An extended statement has recently been issued dealing with reports of E. coli and coliform bacteria being detected in Squaw Valley’s upper mountain drinking water. The Placer County Department of Environmental Health was initially notified of the potential health issue on Nov. 8 of last year.
Since those findings, the water has been receiving ongoing treatment and showing evident signs of improvement. Wesley Nicks, director of Placer County Environmental Health, informed the Sierra Sun that 3 of the 4 wells have absolutely no E. coli and the levels of coliform have dropped tremendously.
Squaw Valley’s upper mountain restaurants will still remain closed until clearance has been granted for skiers and other tourists until the water is feasible. There is also a major concern for ski resort safety.
The Squaw Valley upper mountain statement was issued in regard to the quality of the drinking water. Squaw Valley officials reassured the Placer County Dept. of Environmental Health that their customers’ safety and well-being was their primary concern. The statement claimed that a severe rainstorm in October severely affected a number of water systems in Placer County.

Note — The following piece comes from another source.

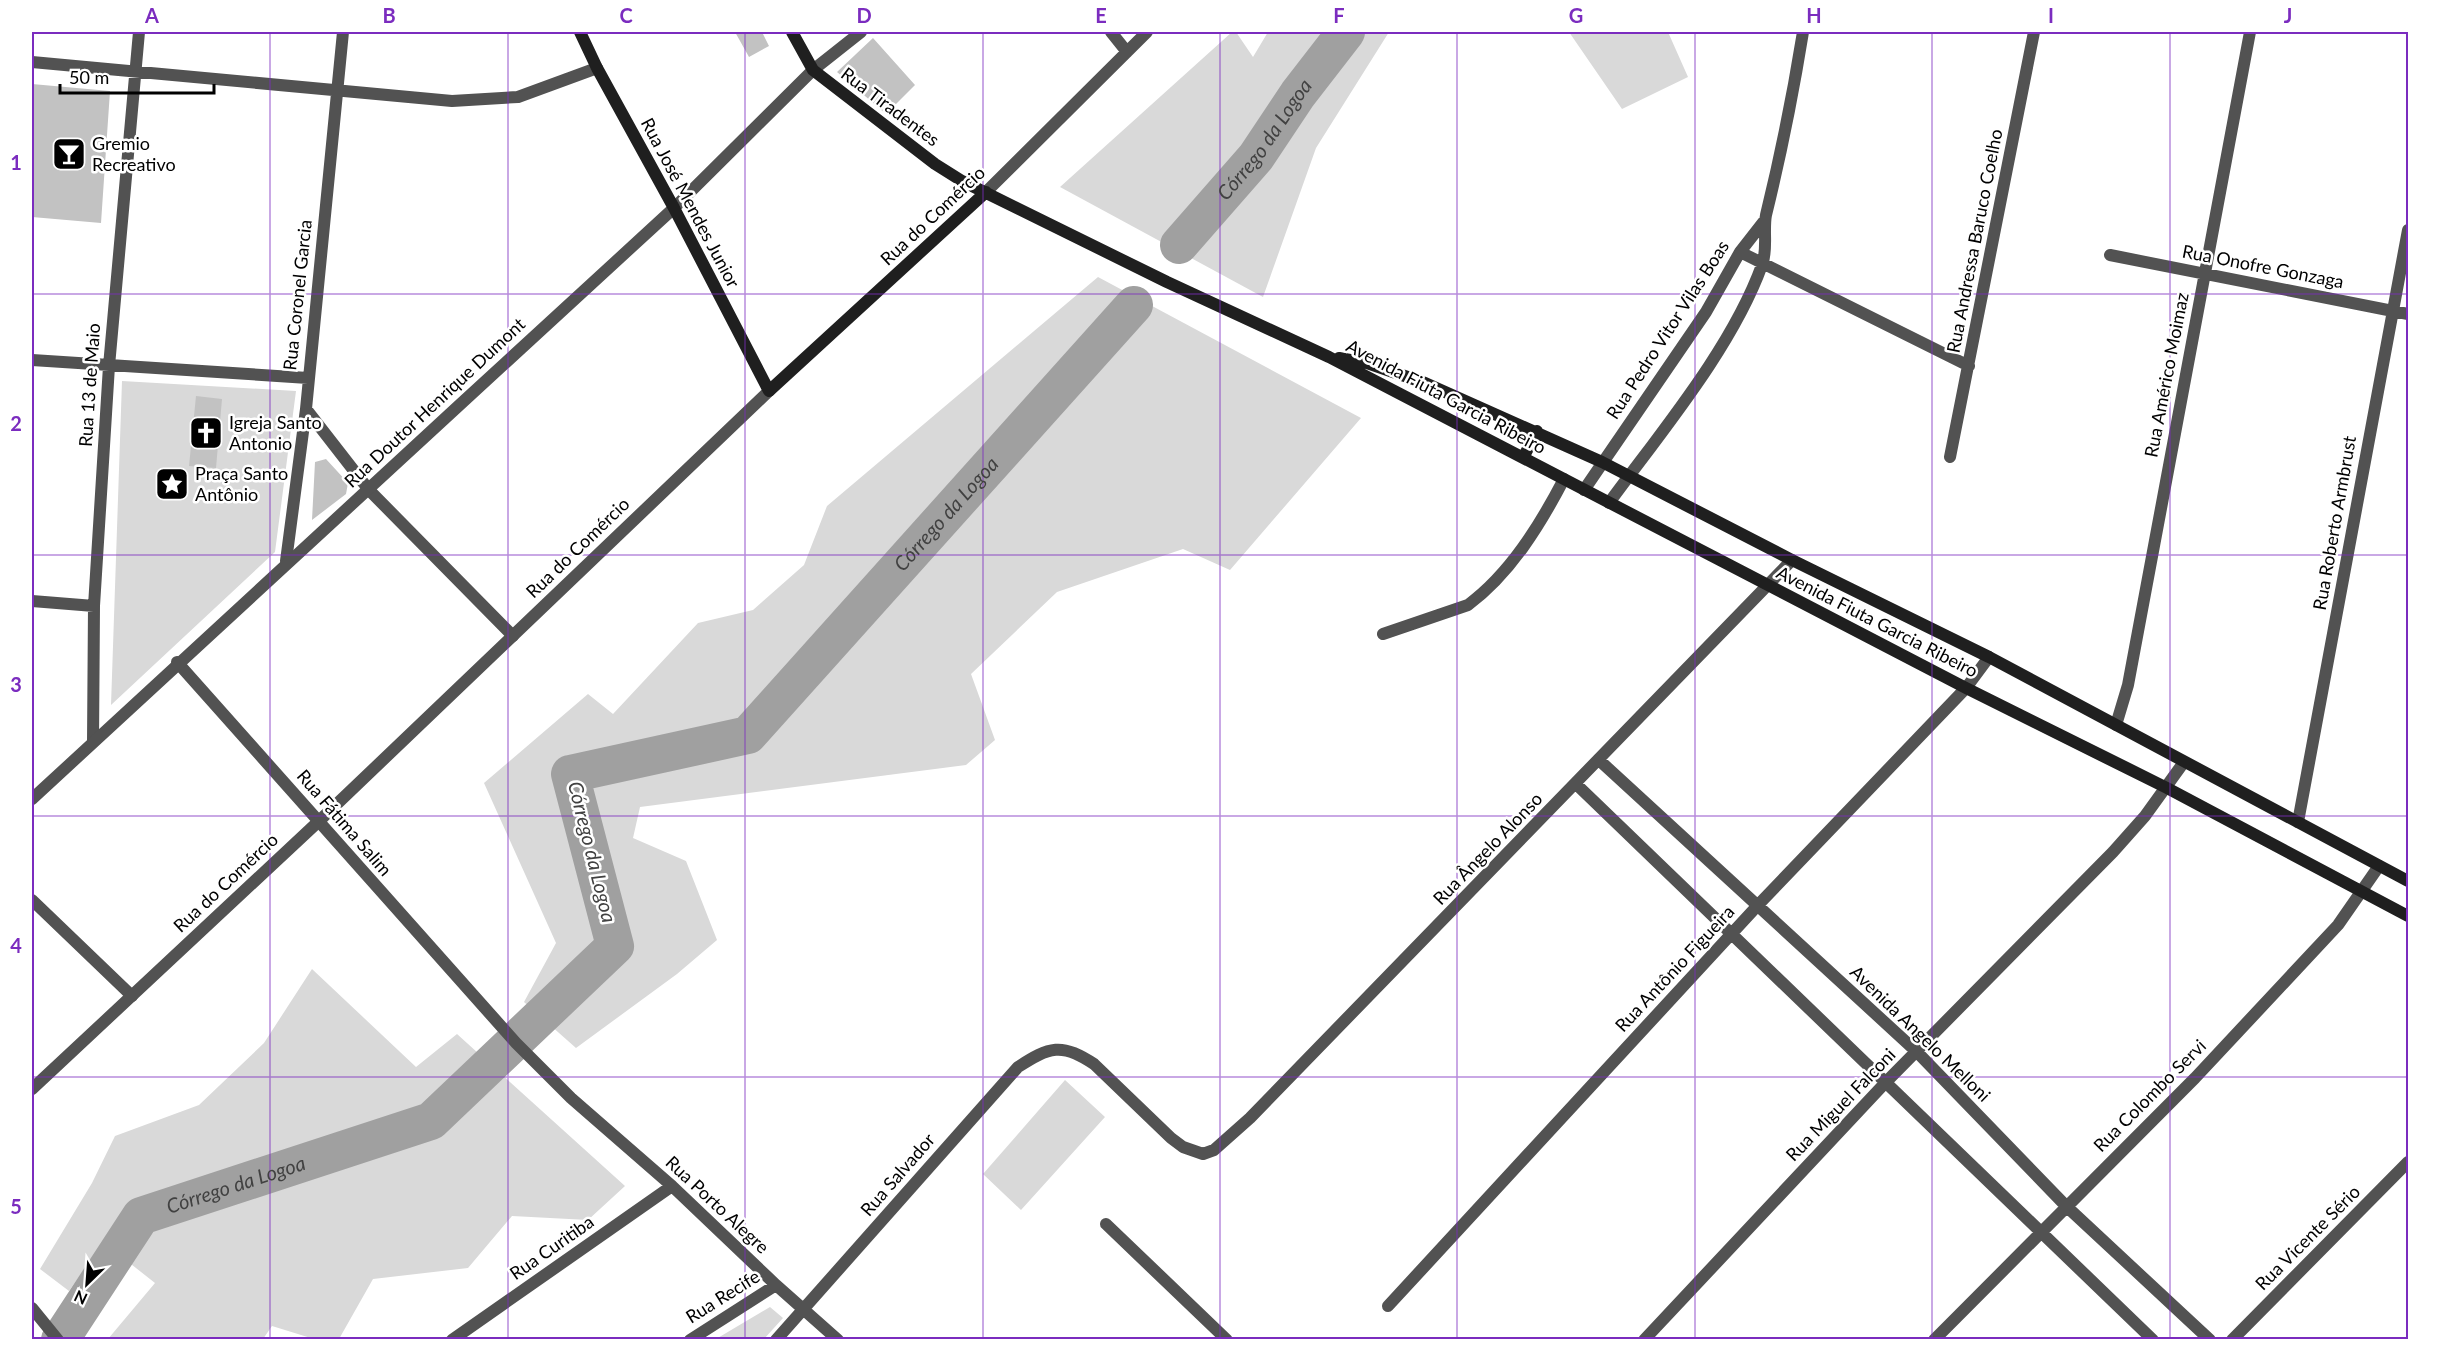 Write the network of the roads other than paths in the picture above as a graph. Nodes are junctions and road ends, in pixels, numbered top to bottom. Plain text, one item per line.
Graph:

The reports claimed due to the rainstorm, an upgraded water system had to installed in the summer months at Gold Coast and High Camp. This also resulted in that system being contaminated as well. The upside to it was that none of the other water systems in Squaw Valley were affected. Squaw Valley made sure that the public had no access to contaminated water.
A series of test were run for detecting the contaminated water systems in Squaw Valley and the Placer County Environmental Health and Squaw Valley Public Service District were contacted immediately in regards to the issue. Squaw Valley officials also employed the help of other top water safety specialists. Squaw Valley has committed to working with these specialists until their water has returned to its safe state and is at normal levels.